(Recorded information)
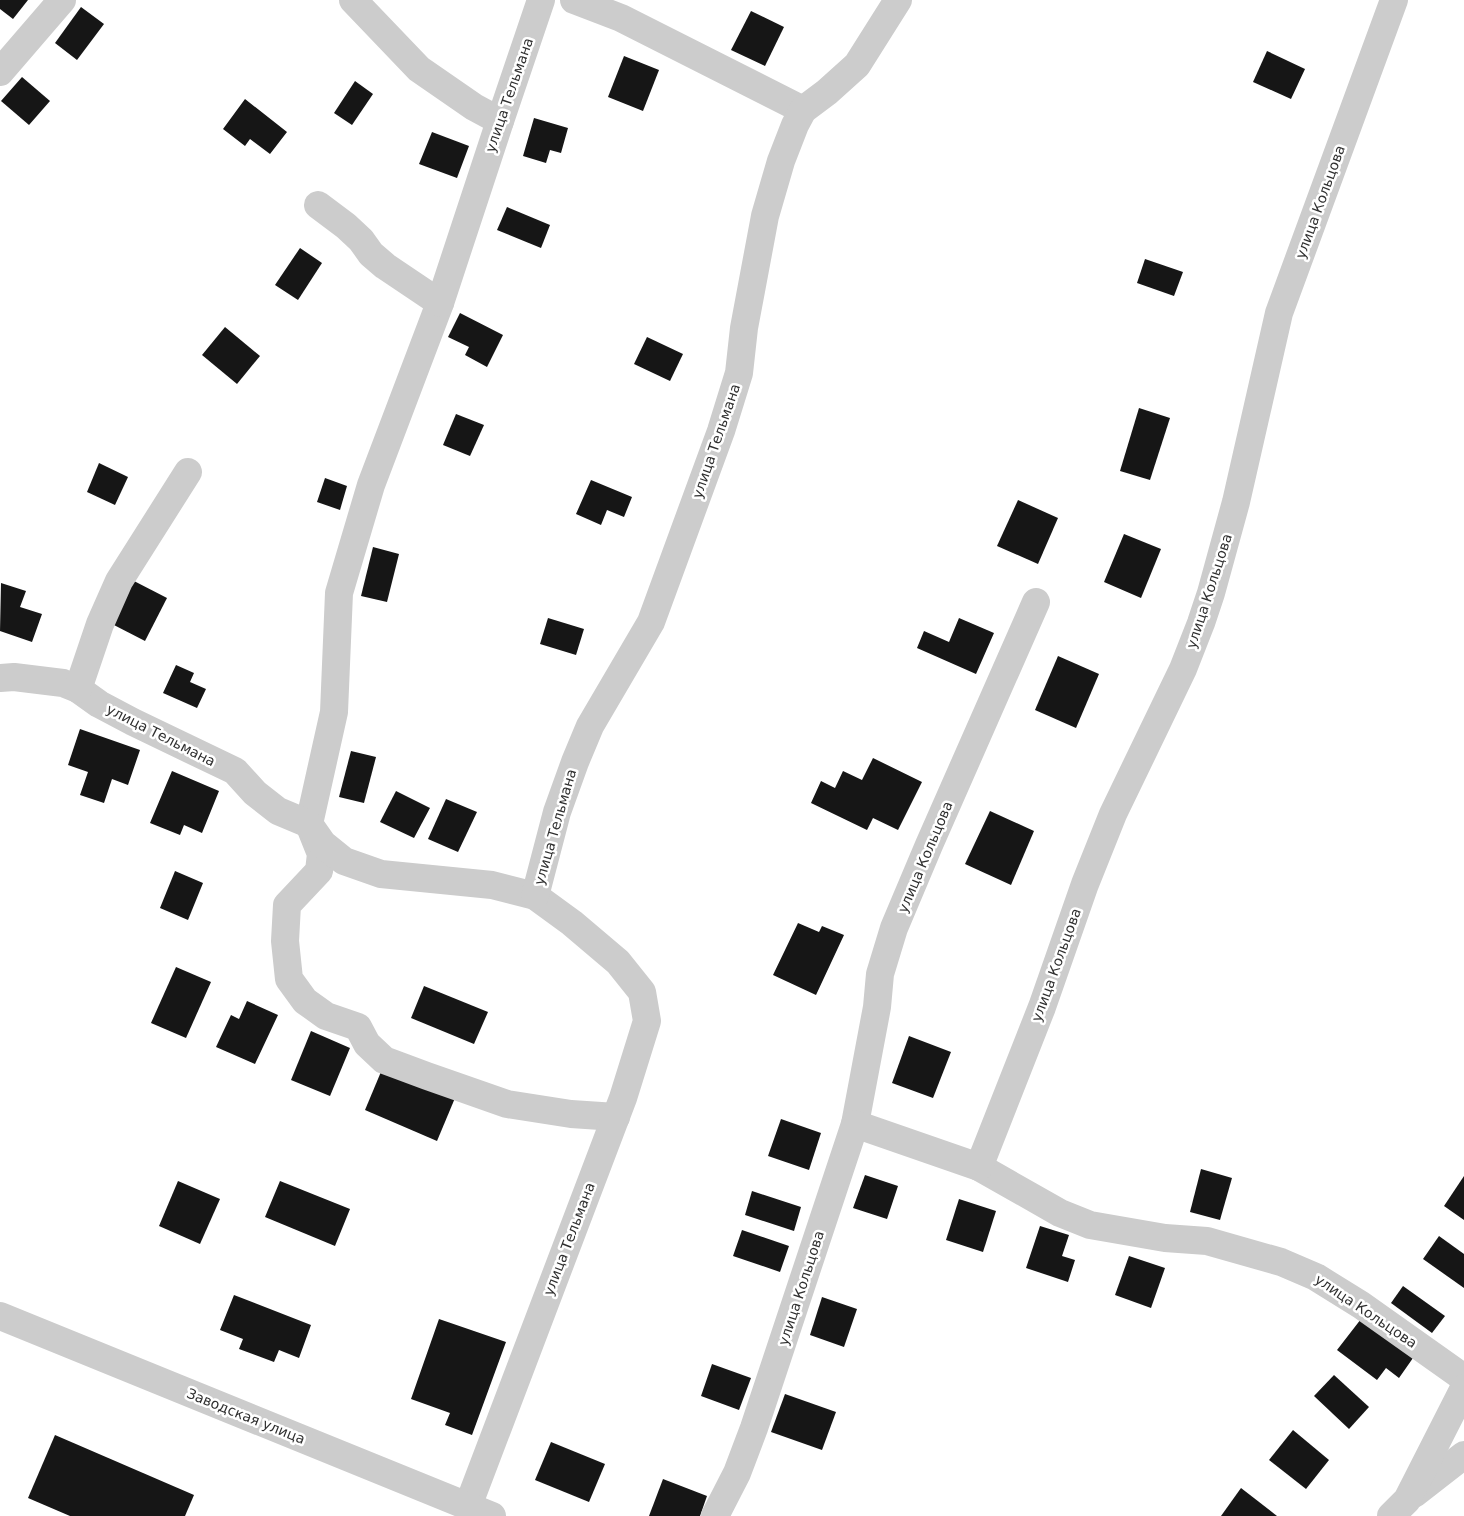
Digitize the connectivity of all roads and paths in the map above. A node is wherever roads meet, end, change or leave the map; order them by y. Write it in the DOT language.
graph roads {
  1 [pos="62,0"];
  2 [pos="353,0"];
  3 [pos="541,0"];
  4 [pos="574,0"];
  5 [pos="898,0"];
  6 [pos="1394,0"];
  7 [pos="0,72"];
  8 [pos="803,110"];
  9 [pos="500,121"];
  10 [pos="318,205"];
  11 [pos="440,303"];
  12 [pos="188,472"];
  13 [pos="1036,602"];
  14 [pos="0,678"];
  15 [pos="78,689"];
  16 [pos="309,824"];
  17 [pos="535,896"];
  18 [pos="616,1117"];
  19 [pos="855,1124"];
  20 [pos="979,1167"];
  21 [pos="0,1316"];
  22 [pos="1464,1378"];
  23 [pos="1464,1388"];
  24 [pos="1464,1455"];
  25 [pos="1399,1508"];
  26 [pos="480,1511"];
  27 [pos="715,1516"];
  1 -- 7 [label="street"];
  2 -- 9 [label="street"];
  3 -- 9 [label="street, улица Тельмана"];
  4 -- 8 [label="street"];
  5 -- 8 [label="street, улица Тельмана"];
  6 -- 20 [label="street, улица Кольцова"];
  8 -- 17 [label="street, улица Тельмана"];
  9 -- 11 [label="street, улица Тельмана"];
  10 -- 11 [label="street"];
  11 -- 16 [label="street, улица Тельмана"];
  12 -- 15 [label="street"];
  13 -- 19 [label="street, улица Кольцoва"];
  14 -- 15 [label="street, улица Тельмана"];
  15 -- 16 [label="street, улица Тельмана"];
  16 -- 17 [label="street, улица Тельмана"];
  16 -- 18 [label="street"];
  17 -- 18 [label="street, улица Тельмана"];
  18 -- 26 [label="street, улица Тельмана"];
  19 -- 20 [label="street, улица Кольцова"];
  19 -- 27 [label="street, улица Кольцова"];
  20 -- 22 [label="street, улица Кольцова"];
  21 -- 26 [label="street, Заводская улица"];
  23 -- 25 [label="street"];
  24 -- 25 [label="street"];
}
(End Recorded information)
Your assignment: Above are the records; report how many of their lines hold the string "Кольцова", with no other words.

Task solution: 4